One evening during the spring of 1969, my boyfriend, Eric, picked me up at Smith College and we drove over to Amherst. He wanted me to see a student production, a musical that had been written and scored by his friend, Jim Steinman, who also had the starring role. I vaguely knew Steinman, as everyone called him. I'd seen him at fraternity parties, sitting in a corner plunking the keys on an old upright piano. With long black hair and a closed-lip smile, he acted awkward and shy around me and other women. His friends seemed to expect great things of him.
The musical, Eric told me, was called The Dream Engine. The sold-out performance had already started, but he thought we might manage to get standing room in the back of the theater and at least see the second act. I would find the show pretty shocking, he warned me, along the lines of Hair. Think full-frontal nudity. I felt a shiver of excitement. I would be part of a genuine happening.
No one paid any attention to us as we entered the theater. We stood just behind the back row of the orchestra. The music was hard rock, melodic and catchy. And the actors on stage were naked. I had no idea what the plot might be, I only knew that suddenly the entire cast was coming off the stage, down the aisles, dancing between the seats, even on seat-backs, giving everyone an eyeful, gyrating to this amazing, pounding music. I was dazzled, convinced that I was in the presence of a creative genius.
Theatrical impresario Joseph Papp thought so, too. He optioned The Dream Engine, intending to put it on at New York's Public Theater. The following fall, Steinman asked Eric to play keyboards in the stage band. By then, Eric and I had broken up, at least for the time being. Eric, who was then a junior at Amherst, took the spring semester off and moved to Stamford, Connecticut, where he shared a house with other band members. Rehearsals began. Steinman proved difficult for Papp to work with, though, and after numerous arguments over creative control, the project was shelved.
But the music for The Dream Engine didn't disappear forever. By the time it re-emerged, in 1977, Eric and I had gotten back together, married, and moved to California, then relocated to Chicago for graduate school. Eric, in his first year of an MBA program at the University of Chicago, thought he might want to work in the record industry, although he found himself increasingly drawn to the new field of strategy consulting. I was almost through my first year of law school at the U. of C. and didn't know what the hell I was doing there. I'd applied to law school in a fit of feminist defiance—if Eric was going to business school, then I'd damn well attend law school! For me, as it turned out, trying to master contracts and civil procedure was like trying to fit a round peg into a very square hole.

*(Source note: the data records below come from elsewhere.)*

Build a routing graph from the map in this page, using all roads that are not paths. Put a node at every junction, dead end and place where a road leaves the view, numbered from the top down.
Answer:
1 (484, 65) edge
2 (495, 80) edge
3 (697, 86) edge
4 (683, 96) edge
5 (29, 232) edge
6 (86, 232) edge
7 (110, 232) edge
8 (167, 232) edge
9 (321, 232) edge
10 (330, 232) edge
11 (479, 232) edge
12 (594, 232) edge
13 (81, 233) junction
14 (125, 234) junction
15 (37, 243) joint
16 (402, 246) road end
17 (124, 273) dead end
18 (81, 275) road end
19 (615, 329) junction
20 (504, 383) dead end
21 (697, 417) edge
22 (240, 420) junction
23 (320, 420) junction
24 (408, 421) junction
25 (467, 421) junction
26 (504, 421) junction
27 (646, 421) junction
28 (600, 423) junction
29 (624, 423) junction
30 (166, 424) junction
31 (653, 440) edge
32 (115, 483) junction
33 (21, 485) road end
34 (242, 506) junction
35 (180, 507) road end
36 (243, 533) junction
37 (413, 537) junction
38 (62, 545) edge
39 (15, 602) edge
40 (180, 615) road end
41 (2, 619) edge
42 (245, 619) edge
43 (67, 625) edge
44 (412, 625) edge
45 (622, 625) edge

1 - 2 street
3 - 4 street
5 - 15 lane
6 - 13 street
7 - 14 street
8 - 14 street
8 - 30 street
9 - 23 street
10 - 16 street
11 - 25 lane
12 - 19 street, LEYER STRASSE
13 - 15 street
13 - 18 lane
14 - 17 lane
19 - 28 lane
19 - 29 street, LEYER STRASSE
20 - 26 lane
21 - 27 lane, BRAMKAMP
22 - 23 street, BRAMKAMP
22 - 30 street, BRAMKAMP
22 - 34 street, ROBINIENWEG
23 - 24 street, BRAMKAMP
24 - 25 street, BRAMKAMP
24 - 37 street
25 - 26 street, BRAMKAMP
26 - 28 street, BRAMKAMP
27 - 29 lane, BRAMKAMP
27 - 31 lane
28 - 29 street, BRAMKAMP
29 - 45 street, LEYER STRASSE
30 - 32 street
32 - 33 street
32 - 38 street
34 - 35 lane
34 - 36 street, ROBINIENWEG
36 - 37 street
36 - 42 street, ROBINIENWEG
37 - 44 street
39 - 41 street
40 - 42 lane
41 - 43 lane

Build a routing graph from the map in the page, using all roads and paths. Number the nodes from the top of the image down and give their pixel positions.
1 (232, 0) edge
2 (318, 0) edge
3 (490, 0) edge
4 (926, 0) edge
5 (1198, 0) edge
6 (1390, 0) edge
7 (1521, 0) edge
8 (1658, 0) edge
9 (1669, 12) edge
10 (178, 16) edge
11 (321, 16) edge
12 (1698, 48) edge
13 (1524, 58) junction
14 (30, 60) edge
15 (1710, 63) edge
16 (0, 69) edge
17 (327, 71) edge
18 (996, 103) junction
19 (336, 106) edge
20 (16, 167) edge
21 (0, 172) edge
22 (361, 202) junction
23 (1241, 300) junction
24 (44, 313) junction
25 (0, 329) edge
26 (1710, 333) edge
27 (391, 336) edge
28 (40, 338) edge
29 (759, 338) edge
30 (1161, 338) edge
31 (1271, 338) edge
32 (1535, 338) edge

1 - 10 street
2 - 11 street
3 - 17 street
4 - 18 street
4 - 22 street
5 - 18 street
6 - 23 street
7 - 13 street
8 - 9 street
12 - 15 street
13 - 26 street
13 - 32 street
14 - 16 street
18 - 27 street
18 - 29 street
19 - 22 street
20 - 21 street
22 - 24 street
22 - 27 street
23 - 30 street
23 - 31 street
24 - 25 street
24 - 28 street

As final exams approached, I was on the verge of a nervous breakdown, vacillating between periods of feverish study and complete collapse, during which I'd lie on the living room couch in a state of total exhaustion. Right at this juncture, a college friend told us that Steinman had come out with an album, Bat Out of Hell, featuring Meatloaf, an enormous and enormously talented recording artist. We immediately went and bought it.
Virtually every cut on the album, we soon realized, was inspired by The Dream Engine music. I couldn't get enough of it. From then on, I spent my sessions on the couch listening endlessly to "Two Out Of Three Ain't Bad," "Heaven Can Wait," and all the other overwrought songs. I loved them. Steinman, like me, had grown up on Long Island, and the steamy lyrics about beaches and cars reminded me of my own Saturday nights as a teenager when I'd been "All Revved Up With No Place to Go." The music evoked nostalgia for my college years as well, when I'd felt strong, beautiful, and on my way to doing great things. Though still collapsed on the couch, I now luxuriated in my depression.
Somehow, the music helped me plow through exams. I even worked at a downtown law firm that summer, the round peg of my being only slightly whittled down and re-shaped by the experience. Though I finished law school, I eventually abandoned law for more fulfilling, if not greater, things. But even now, thirty years later, when I listen to Bat Out of Hell, I'm back there on the couch, the musty smell of law books mixing with the soft air of a melancholy Chicago spring.